Given data -
#####
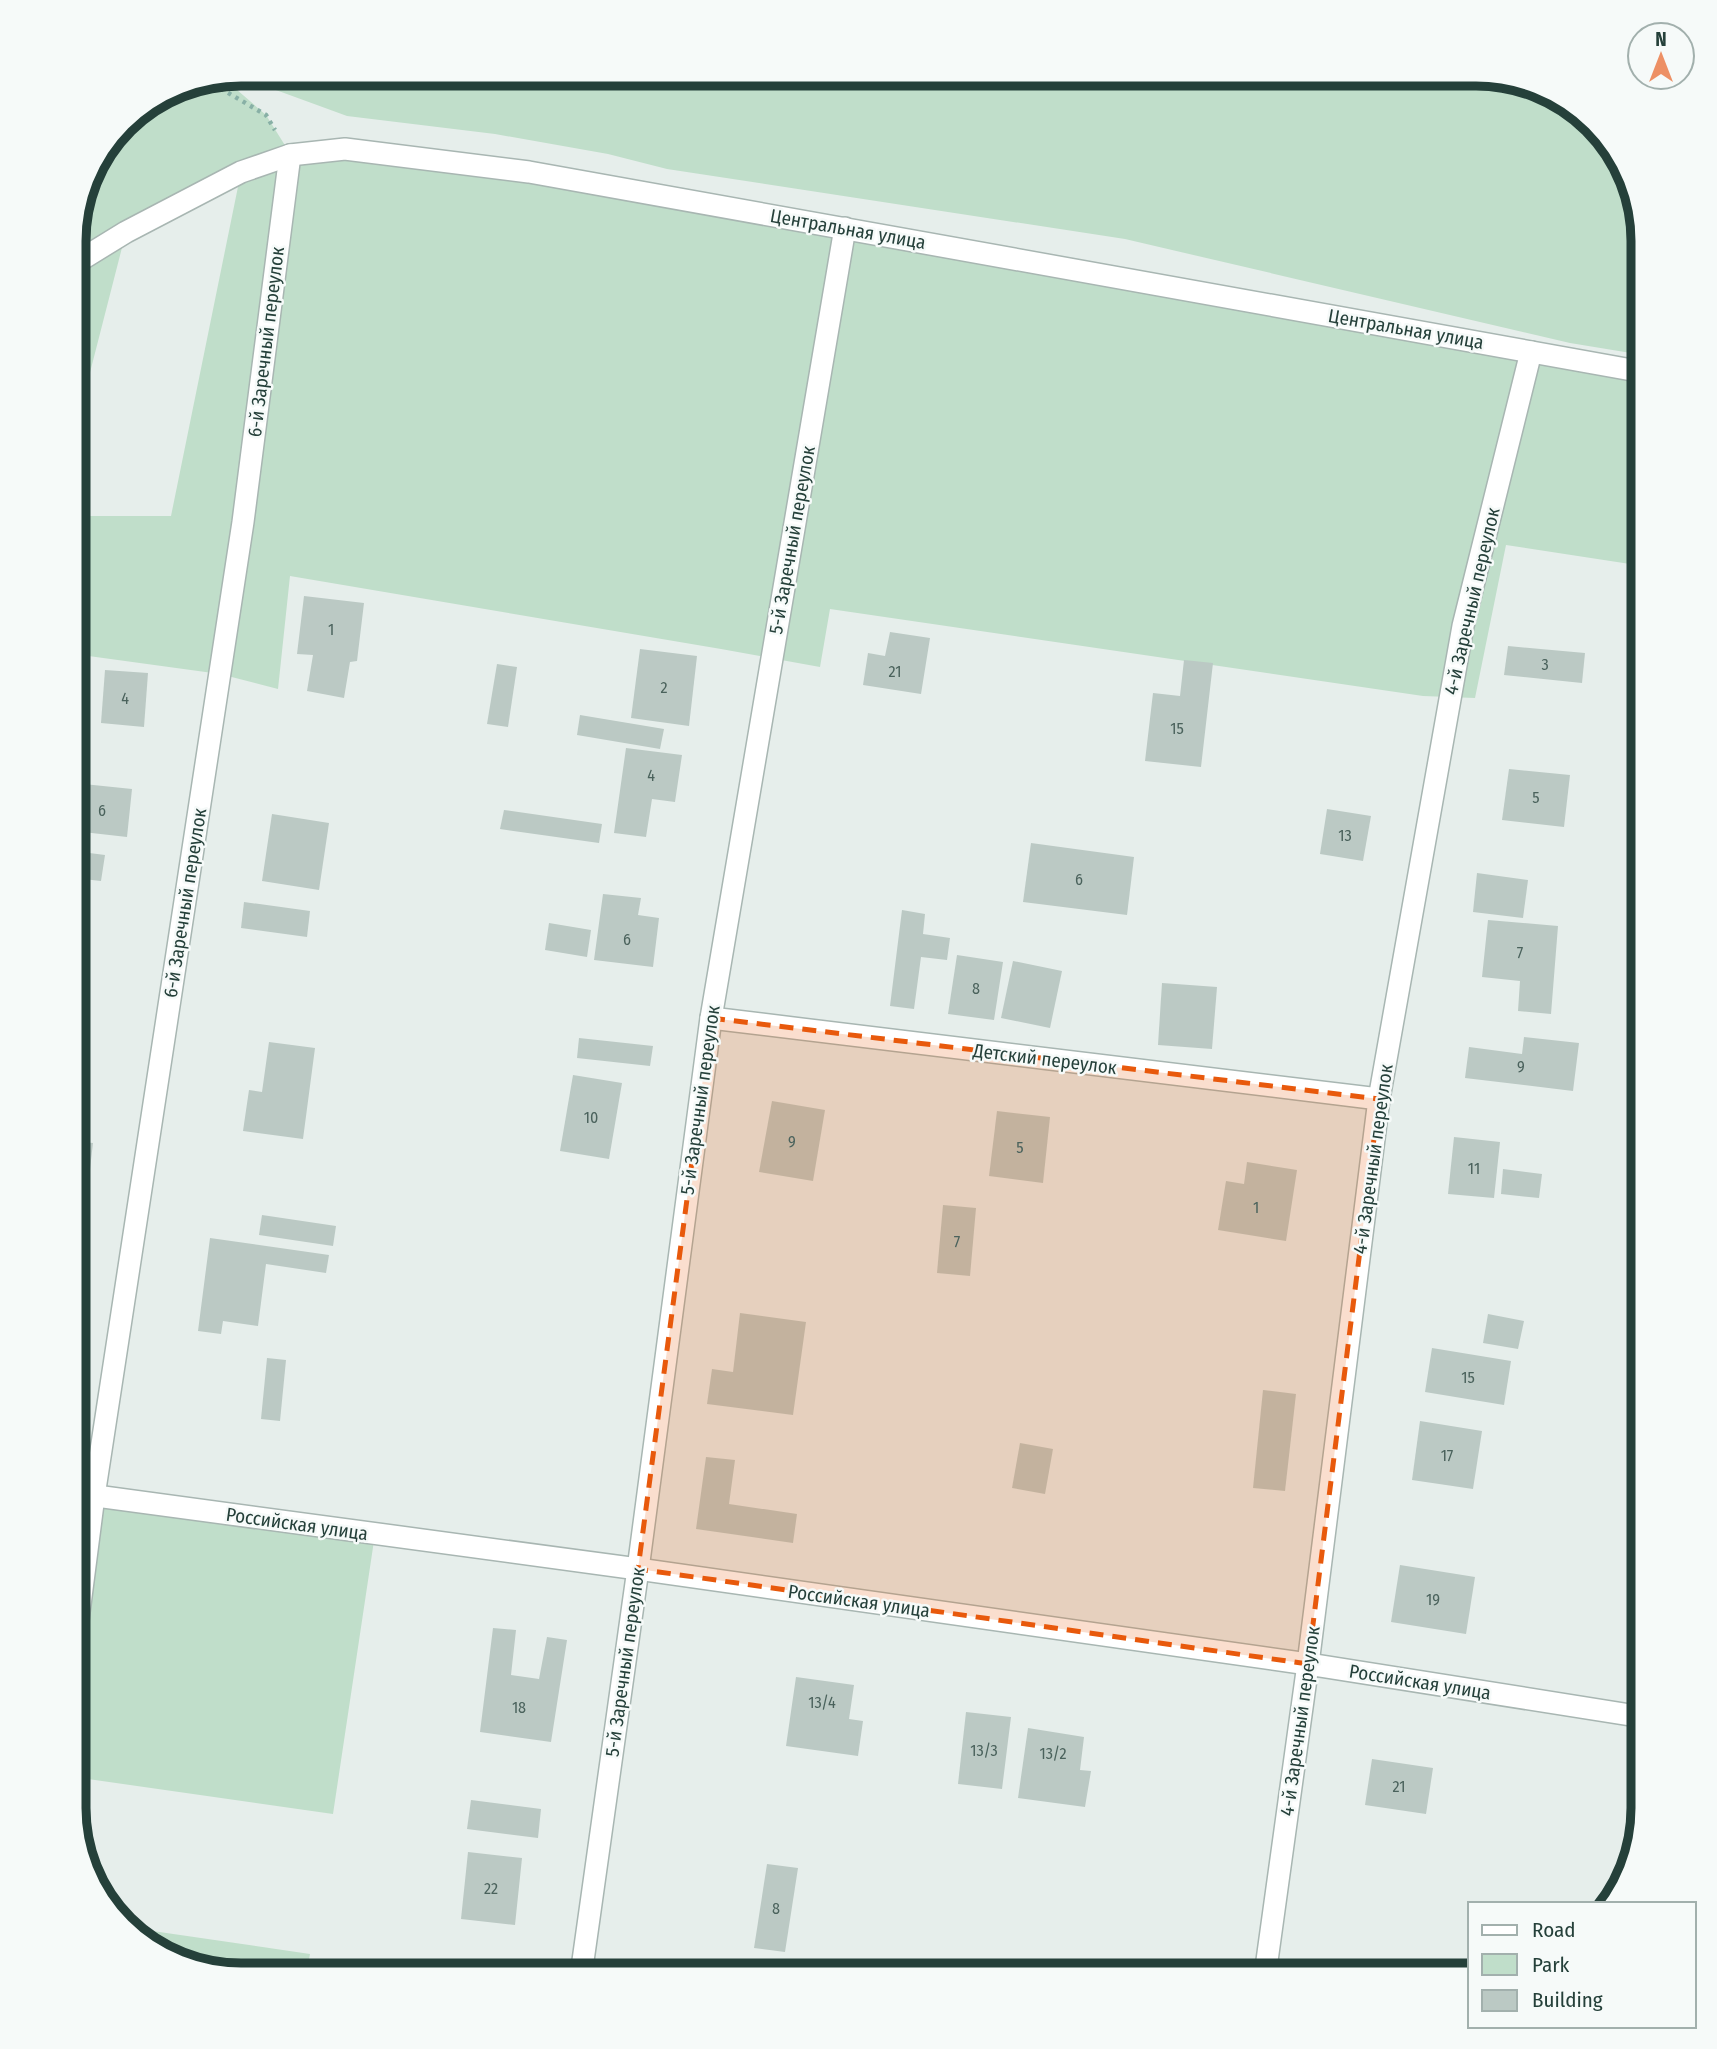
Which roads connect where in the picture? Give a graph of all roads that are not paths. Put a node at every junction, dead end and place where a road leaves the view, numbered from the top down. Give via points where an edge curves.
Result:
#####
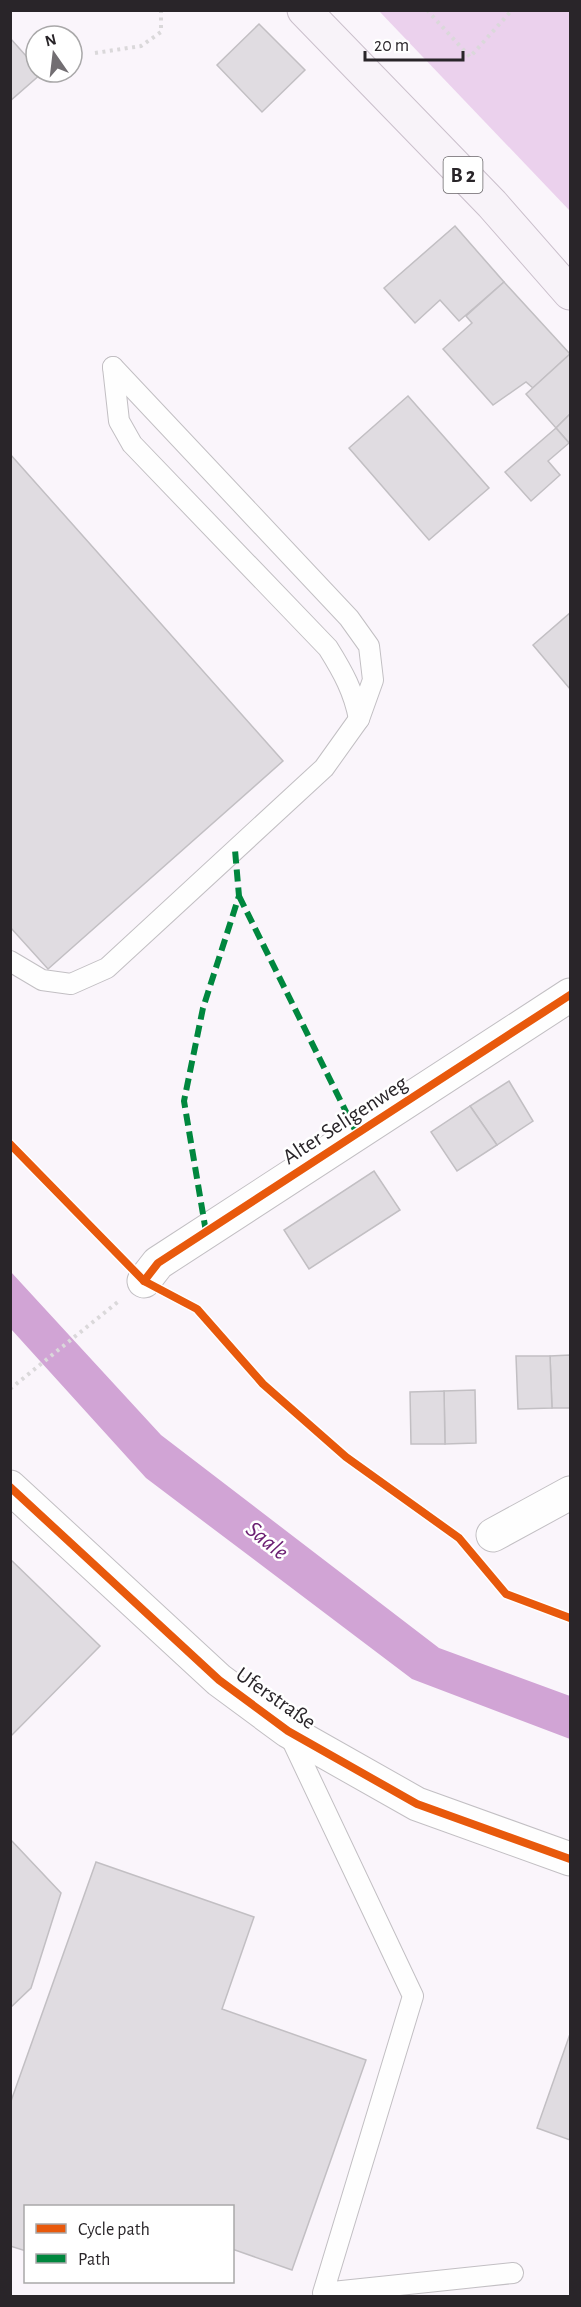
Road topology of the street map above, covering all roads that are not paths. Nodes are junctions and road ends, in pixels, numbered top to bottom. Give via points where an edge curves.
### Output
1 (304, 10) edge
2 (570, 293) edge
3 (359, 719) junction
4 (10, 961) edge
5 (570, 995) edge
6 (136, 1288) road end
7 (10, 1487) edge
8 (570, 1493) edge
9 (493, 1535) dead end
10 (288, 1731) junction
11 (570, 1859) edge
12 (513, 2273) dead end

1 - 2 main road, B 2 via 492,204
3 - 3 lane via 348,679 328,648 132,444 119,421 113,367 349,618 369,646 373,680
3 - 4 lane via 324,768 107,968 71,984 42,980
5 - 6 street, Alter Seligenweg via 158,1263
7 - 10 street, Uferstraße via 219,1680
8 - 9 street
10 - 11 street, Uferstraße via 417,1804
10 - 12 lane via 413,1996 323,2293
#####
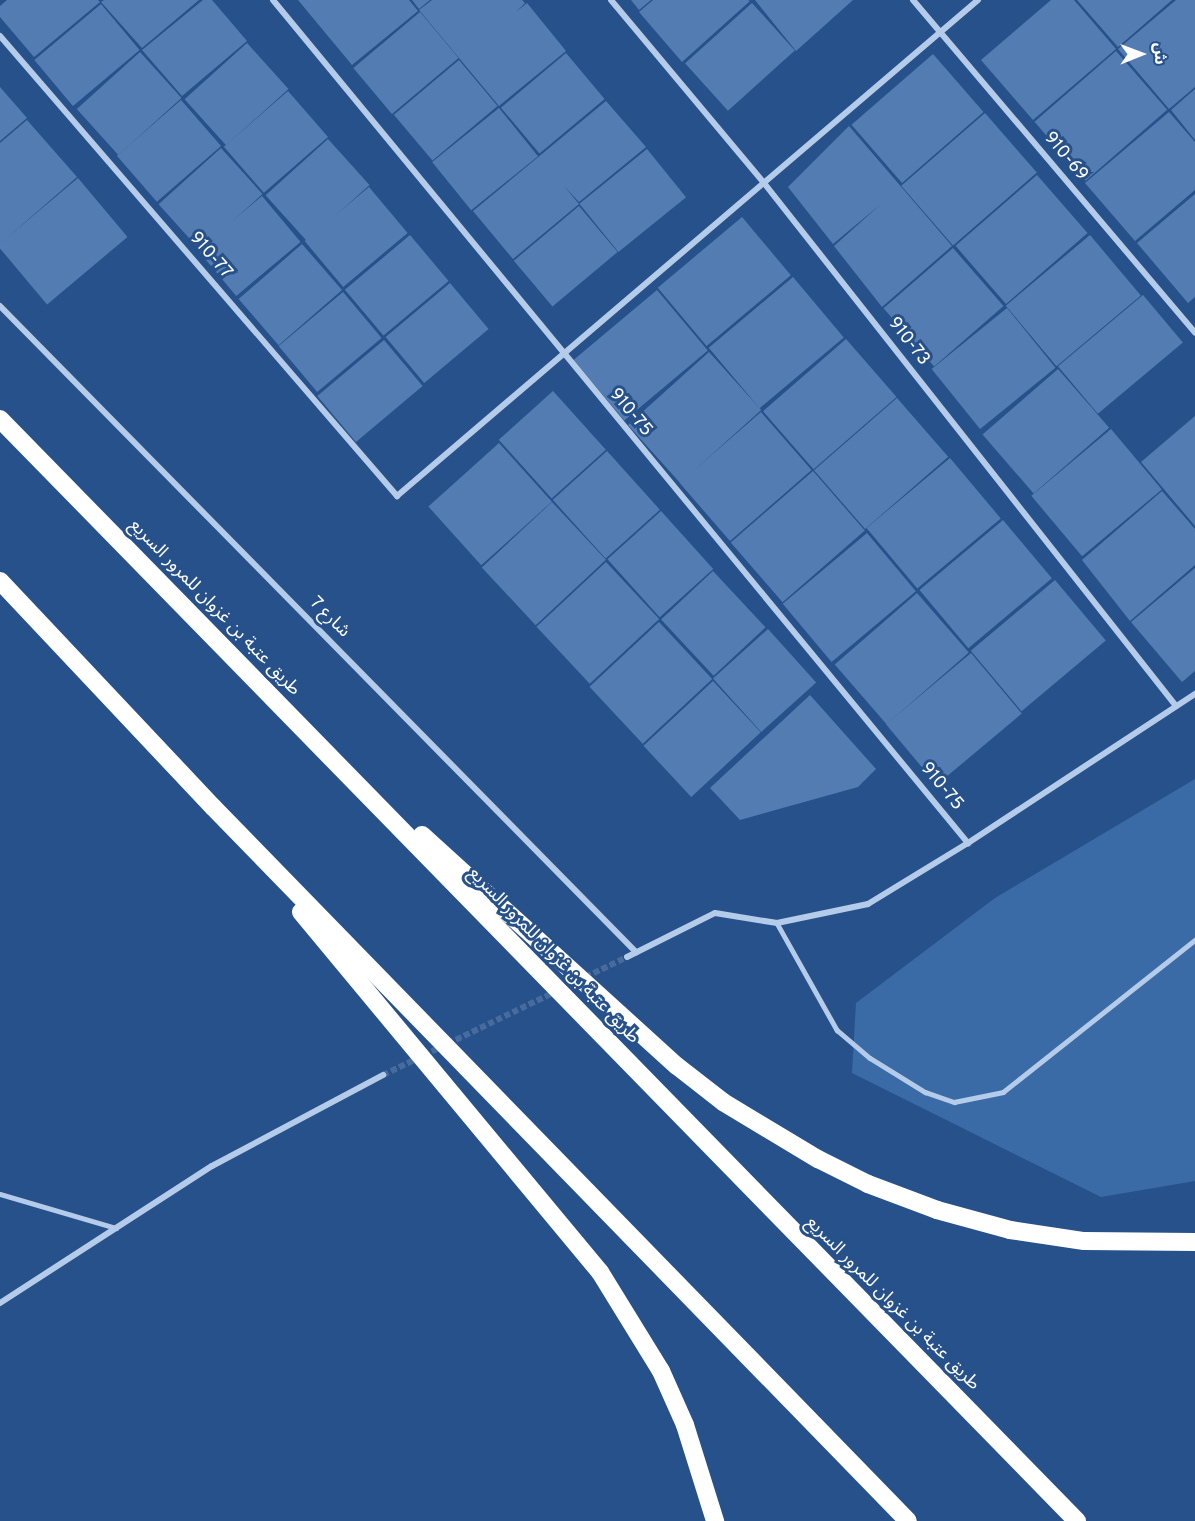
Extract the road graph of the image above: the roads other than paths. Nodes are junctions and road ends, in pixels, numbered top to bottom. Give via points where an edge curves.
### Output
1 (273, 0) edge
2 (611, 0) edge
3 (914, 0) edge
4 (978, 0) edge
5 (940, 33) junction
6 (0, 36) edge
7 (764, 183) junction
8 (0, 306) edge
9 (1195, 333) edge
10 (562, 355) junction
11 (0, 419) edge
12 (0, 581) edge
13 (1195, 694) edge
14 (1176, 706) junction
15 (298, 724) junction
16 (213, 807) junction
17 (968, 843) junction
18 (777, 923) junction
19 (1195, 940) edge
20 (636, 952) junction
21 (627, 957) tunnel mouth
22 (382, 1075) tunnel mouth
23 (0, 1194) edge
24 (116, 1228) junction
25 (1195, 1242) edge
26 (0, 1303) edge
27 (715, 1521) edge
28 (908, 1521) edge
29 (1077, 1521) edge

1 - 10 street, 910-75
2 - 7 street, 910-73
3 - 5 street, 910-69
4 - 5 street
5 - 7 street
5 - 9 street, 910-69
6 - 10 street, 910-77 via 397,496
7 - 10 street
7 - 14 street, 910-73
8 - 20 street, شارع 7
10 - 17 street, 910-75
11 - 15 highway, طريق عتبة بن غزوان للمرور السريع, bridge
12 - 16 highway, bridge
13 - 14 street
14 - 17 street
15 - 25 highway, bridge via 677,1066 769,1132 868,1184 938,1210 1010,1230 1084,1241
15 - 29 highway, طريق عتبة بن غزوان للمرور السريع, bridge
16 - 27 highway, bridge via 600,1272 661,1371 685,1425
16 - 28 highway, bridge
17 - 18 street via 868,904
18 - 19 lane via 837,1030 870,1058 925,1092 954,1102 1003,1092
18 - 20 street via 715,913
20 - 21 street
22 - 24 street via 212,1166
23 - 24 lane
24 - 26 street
#####
Exercise objective -
Whenever a line above includes the string "junctions", copy it.

Solution to this exercise -
Road topology of the street map above, covering all roads that are not paths. Nodes are junctions and road ends, in pixels, numbered top to bottom. Give via points where an edge curves.
Extract the road graph of the image above: the roads other than paths. Nodes are junctions and road ends, in pixels, numbered top to bottom. Give via points where an edge curves.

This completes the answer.